Children of Sir Francis Knollys The Elder
Sir Francis's sons Sir Henry (died 1583), Sir Edward (died 1580), Sir Robert (died 1625), Sir Richard (died 1596), Sir Francis (died 1648) and Sir Thomas, were all courtiers and served the queen in parliament or in the field. Richard's family continued to live at Rotherfield Greys, while Francis Junior's descendants held Battle Manor in Reading. The latter's daughter, Lettice (died 1666), was the second wife of the parliamentarian, John Hampden. Francis Senior's daughter, Lettice (1540–1634), married Walter Devereux, 1st Earl of Essex and then Robert Dudley, 1st Earl of Leicester. She was the mother of Elizabeth's favorite, Robert Devereux, 2nd Earl of Essex.

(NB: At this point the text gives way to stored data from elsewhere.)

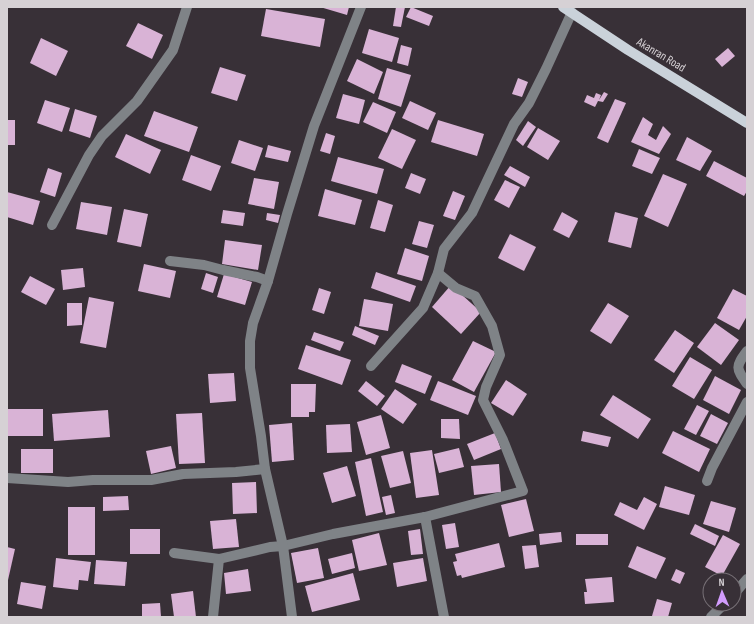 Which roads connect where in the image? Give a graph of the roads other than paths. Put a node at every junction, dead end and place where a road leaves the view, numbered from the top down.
1 (187, 7) edge
2 (361, 7) edge
3 (568, 9) edge
4 (747, 123) edge
5 (52, 225) dead end
6 (170, 261) dead end
7 (438, 273) junction
8 (268, 281) junction
9 (747, 351) edge
10 (371, 366) dead end
11 (747, 384) edge
12 (747, 402) edge
13 (265, 469) junction
14 (7, 478) edge
15 (706, 481) dead end
16 (425, 517) junction
17 (283, 546) junction
18 (174, 553) dead end
19 (219, 559) junction
20 (213, 617) edge
21 (292, 617) edge
22 (444, 617) edge

1 - 5 street
2 - 8 street
3 - 4 main road, Akanran Road
3 - 7 street
6 - 8 street
7 - 10 street
7 - 16 street
8 - 13 street
9 - 11 street
12 - 15 street
13 - 14 street
13 - 17 street
16 - 17 street
16 - 22 street
17 - 19 street
17 - 21 street
18 - 19 street
19 - 20 street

Sir Francis Knollys's second son William (c. 1547–1632) served as a member of parliament and a soldier during the reign of Queen Elizabeth and was knighted in 1586. William inherited his father's estates in Oxfordshire (his eldest brother Henry having died without sons in 1583) and became in 1596 a privy councillor and comptroller, and subsequently treasurer, of the royal household. Sir William enjoyed the favour of the new king, James I, whom he had visited in Scotland in 1585, and was made Baron Knollys in 1603 and Viscount Wallingford in 1616. But in this latter year his fortunes suffered a temporary reverse. Through his second wife Elizabeth Howard (1586–1658), daughter of Thomas Howard, 1st Earl of Suffolk, William was related to Frances, Countess of Somerset, and when this lady was tried for the murder of Sir Thomas Overbury her relatives were regarded with suspicion; consequently Lord Wallingford resigned the treasurership of the household and two years later the mastership of the Court of Wards, an office which he had held since 1614. However, he regained the royal favor, and was created earl of Banbury in 1626. He died in London on 25 May 1632.

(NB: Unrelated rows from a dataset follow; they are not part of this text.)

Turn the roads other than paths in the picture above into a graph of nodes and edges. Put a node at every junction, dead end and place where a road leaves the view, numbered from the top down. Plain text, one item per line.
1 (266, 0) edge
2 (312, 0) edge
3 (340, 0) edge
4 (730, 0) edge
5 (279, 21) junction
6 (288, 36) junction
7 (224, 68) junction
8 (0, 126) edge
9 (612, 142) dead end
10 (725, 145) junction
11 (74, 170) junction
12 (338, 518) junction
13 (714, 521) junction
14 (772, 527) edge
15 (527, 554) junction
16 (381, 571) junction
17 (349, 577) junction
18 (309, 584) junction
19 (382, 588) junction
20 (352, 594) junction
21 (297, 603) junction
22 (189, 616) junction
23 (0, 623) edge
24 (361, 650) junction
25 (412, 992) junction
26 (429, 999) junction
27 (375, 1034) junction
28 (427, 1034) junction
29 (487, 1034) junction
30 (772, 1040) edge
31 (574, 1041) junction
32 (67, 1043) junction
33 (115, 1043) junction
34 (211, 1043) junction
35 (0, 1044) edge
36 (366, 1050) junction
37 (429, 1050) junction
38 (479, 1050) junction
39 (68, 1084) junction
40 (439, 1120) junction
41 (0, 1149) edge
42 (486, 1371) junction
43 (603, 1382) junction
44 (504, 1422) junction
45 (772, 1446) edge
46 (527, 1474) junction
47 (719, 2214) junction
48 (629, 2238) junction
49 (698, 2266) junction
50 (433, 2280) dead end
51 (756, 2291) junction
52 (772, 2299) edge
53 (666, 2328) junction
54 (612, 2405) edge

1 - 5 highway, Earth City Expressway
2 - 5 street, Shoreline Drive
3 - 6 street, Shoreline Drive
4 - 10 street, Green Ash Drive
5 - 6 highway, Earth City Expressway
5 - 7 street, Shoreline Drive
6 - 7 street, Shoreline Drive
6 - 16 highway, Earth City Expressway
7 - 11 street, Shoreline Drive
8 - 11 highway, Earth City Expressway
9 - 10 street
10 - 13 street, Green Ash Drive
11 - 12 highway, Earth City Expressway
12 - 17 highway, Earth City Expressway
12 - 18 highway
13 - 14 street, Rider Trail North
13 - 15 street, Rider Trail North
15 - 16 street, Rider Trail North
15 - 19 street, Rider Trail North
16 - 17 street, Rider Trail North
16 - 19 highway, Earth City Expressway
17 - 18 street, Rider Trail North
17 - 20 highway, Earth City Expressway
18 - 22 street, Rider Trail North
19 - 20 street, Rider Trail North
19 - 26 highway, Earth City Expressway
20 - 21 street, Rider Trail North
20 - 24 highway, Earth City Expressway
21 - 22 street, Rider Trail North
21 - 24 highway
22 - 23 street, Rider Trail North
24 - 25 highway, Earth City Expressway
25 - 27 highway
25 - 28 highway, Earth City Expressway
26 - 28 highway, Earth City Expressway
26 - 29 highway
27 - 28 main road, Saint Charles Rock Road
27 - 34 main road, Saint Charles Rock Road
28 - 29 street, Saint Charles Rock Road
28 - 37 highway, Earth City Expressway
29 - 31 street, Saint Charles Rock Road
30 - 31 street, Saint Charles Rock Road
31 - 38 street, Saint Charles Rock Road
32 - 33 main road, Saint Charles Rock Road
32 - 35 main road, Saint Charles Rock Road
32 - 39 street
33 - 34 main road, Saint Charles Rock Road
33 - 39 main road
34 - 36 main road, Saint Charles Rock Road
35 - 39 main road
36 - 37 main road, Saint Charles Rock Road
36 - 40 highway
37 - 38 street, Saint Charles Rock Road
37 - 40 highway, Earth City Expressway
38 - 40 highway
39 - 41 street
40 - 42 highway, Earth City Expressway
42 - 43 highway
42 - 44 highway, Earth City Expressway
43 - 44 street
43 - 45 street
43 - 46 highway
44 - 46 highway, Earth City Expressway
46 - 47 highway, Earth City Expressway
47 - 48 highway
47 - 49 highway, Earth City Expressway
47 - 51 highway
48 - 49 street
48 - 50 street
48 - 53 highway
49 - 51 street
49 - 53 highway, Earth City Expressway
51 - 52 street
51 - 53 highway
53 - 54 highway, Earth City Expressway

Some of Sir Francis Knollys's letters are in T. Wright's Queen Elizabeth and Her Times (1838) and the Burghley Papers, edited by S. Haynes (1740); and a few of his manuscripts are still in existence. A speech which Knollys delivered in parliament against some claims made by the bishops was printed in 1608 and again in W. Stoughton's Assertion for True and Christian Church Policie (London, 1642).